**Material to process:**
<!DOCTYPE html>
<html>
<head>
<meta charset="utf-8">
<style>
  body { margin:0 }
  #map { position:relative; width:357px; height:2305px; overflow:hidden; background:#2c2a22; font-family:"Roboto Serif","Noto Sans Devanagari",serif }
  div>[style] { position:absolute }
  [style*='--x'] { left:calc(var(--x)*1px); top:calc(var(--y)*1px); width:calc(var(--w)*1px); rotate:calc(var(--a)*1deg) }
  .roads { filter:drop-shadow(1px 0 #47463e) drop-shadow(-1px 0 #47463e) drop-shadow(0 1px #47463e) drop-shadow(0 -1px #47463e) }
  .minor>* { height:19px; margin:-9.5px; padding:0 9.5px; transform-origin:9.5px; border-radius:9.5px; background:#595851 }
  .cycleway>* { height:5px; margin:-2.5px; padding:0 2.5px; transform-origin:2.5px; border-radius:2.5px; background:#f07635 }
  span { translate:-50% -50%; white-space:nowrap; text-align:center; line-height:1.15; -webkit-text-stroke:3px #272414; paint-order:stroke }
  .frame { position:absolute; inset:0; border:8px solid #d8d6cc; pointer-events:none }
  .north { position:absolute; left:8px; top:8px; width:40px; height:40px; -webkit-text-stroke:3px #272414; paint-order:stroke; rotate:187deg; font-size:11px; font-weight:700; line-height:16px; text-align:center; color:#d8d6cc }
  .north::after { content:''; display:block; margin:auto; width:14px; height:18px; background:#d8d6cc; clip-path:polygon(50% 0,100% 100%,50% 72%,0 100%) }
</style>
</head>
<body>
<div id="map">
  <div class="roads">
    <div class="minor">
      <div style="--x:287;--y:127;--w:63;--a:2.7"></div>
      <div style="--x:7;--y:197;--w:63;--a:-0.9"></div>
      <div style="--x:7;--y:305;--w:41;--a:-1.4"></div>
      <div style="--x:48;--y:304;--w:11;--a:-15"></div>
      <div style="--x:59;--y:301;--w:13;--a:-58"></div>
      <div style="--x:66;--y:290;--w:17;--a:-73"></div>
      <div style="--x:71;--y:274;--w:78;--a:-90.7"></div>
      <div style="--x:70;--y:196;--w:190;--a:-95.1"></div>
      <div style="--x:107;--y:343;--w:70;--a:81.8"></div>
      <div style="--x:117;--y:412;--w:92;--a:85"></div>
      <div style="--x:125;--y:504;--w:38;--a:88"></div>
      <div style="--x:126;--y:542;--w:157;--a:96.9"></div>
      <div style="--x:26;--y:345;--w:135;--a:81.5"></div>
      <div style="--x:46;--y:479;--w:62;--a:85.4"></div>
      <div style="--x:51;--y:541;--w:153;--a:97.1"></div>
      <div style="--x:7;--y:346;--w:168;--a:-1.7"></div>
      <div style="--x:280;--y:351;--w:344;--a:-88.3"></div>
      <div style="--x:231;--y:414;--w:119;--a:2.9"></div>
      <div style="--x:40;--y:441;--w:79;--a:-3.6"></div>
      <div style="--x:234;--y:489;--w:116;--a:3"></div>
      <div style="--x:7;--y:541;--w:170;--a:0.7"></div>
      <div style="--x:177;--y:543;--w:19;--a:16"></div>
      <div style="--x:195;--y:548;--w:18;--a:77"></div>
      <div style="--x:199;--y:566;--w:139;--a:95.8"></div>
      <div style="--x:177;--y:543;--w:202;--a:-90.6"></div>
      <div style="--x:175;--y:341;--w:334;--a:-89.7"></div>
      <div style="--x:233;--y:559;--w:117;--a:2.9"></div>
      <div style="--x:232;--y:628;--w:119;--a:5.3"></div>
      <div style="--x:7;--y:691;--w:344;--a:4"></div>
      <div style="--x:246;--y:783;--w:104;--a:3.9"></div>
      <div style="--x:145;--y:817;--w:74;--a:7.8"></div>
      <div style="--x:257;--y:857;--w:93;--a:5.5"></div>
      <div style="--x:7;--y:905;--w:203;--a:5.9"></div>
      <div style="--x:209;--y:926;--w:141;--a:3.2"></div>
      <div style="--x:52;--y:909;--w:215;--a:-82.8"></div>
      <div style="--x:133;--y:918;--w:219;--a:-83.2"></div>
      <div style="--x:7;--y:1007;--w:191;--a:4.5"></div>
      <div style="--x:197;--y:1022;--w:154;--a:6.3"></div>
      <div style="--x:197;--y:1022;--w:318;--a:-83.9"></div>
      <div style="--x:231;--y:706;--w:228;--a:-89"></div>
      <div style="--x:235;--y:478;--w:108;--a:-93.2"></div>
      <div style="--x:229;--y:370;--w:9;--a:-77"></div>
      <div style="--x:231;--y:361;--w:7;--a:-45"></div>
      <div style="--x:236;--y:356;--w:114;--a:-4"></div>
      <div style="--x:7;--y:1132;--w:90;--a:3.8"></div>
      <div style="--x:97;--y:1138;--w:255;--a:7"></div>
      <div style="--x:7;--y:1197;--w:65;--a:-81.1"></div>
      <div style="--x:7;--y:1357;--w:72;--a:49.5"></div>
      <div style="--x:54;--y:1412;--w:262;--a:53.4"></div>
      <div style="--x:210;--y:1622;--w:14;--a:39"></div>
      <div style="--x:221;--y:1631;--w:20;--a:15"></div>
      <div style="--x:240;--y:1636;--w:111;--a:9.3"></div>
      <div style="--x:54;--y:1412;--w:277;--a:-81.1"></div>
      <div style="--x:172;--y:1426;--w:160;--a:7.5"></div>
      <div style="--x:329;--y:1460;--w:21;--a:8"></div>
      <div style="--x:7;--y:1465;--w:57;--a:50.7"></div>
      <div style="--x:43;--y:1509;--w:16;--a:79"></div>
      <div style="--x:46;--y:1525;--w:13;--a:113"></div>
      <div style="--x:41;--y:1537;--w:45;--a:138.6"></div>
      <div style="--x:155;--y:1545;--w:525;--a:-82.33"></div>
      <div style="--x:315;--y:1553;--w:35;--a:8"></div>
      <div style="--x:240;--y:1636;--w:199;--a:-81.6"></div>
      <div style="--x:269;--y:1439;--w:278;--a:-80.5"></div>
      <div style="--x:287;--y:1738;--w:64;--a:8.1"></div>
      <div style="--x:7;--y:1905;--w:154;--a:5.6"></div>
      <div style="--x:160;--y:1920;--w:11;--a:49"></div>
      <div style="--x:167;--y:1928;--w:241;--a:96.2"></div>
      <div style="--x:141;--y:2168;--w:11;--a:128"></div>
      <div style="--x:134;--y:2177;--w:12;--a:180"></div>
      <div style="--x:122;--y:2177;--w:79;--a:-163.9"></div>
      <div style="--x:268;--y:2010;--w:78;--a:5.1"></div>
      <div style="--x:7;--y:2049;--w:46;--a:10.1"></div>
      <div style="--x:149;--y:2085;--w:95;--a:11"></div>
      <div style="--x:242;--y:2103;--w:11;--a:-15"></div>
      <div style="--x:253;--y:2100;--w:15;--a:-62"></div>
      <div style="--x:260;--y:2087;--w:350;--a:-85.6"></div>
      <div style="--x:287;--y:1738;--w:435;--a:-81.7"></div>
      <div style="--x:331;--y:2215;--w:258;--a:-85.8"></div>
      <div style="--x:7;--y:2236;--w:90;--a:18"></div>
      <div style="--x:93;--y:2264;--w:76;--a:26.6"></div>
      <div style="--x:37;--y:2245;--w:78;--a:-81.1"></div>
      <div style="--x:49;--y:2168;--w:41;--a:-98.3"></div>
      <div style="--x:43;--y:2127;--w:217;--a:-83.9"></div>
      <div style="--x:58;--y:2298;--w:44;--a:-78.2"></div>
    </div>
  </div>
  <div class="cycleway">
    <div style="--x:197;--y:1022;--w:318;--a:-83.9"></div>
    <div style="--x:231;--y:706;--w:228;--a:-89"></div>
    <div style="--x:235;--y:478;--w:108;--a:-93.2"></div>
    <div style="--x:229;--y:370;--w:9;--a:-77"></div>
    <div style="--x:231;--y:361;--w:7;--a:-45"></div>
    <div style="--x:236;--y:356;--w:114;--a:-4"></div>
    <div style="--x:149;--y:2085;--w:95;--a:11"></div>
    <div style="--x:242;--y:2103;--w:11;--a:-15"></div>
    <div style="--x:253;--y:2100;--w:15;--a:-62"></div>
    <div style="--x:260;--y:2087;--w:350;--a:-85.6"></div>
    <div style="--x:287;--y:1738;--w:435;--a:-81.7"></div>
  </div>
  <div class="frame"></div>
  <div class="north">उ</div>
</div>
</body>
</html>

**What this task involves:**
From the first line of the listing above through the line that contains "filter:drop-shadow(1px 0 #47463e)", set down each line without alteration, and nothing else.

**Solution for this problem:**
<!DOCTYPE html>
<html>
<head>
<meta charset="utf-8">
<style>
  body { margin:0 }
  #map { position:relative; width:357px; height:2305px; overflow:hidden; background:#2c2a22; font-family:"Roboto Serif","Noto Sans Devanagari",serif }
  div>[style] { position:absolute }
  [style*='--x'] { left:calc(var(--x)*1px); top:calc(var(--y)*1px); width:calc(var(--w)*1px); rotate:calc(var(--a)*1deg) }
  .roads { filter:drop-shadow(1px 0 #47463e) drop-shadow(-1px 0 #47463e) drop-shadow(0 1px #47463e) drop-shadow(0 -1px #47463e) }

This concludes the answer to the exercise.